[Stored items]

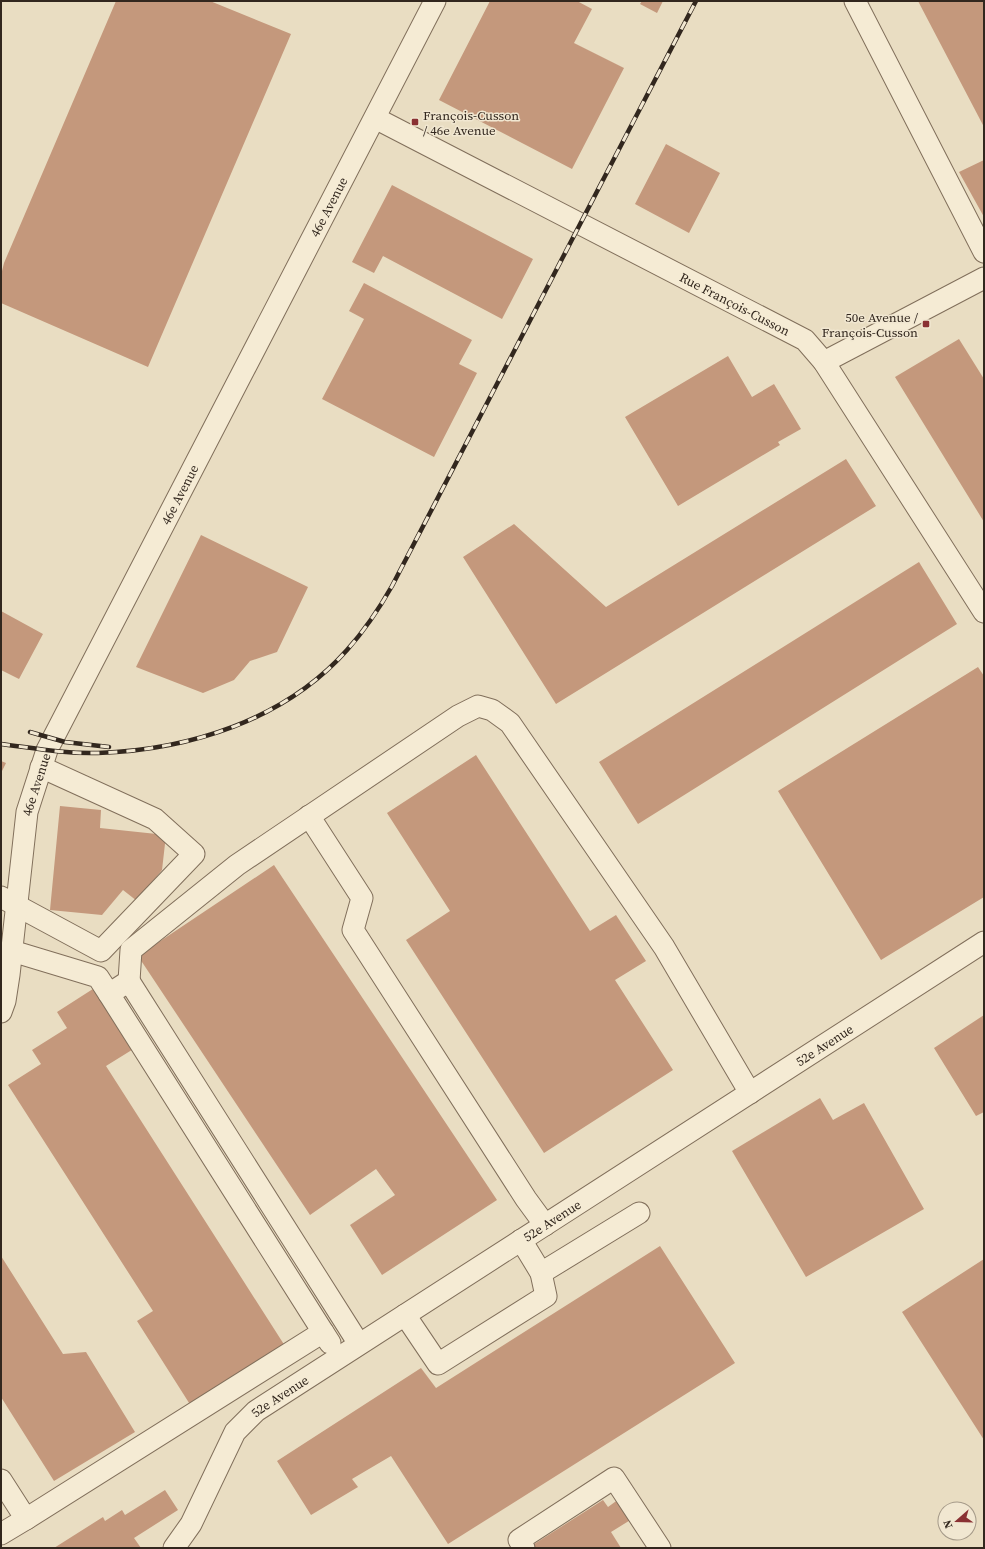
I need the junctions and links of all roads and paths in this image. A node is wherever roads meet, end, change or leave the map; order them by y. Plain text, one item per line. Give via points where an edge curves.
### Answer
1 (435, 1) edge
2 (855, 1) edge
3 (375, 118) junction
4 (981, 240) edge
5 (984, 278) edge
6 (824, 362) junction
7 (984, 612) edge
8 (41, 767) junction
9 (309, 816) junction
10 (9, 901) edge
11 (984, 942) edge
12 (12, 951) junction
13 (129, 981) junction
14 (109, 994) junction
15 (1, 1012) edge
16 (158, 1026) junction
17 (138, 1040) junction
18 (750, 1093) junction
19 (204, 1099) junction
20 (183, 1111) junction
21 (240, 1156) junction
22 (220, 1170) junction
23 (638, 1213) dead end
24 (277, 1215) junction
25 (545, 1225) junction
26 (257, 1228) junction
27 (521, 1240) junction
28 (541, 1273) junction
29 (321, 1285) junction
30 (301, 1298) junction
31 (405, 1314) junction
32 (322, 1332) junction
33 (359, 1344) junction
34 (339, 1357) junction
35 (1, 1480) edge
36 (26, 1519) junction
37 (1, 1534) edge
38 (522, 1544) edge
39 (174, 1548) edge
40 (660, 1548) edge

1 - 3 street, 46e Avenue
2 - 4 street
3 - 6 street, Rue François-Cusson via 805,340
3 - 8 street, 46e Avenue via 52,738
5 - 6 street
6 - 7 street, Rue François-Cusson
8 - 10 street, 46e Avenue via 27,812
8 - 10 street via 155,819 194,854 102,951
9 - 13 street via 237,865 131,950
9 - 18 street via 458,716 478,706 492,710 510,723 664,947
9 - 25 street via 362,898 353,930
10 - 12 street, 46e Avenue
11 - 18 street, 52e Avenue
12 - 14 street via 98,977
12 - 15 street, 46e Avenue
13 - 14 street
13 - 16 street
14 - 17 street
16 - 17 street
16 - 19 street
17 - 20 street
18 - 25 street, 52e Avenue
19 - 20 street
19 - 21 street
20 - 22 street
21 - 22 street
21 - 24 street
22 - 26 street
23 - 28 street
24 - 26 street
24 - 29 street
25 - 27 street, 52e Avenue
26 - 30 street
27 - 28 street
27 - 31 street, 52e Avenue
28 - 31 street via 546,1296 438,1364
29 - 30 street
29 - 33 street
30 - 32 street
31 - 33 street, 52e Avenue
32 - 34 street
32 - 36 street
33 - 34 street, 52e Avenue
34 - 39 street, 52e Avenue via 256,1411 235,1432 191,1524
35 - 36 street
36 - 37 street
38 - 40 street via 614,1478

• **Exercise instructions**
Search the entries for the word "Avenue" and gather every line where it appears.

• **Written reply**
1 - 3 street, 46e Avenue
3 - 8 street, 46e Avenue via 52,738
8 - 10 street, 46e Avenue via 27,812
10 - 12 street, 46e Avenue
11 - 18 street, 52e Avenue
12 - 15 street, 46e Avenue
18 - 25 street, 52e Avenue
25 - 27 street, 52e Avenue
27 - 31 street, 52e Avenue
31 - 33 street, 52e Avenue
33 - 34 street, 52e Avenue
34 - 39 street, 52e Avenue via 256,1411 235,1432 191,1524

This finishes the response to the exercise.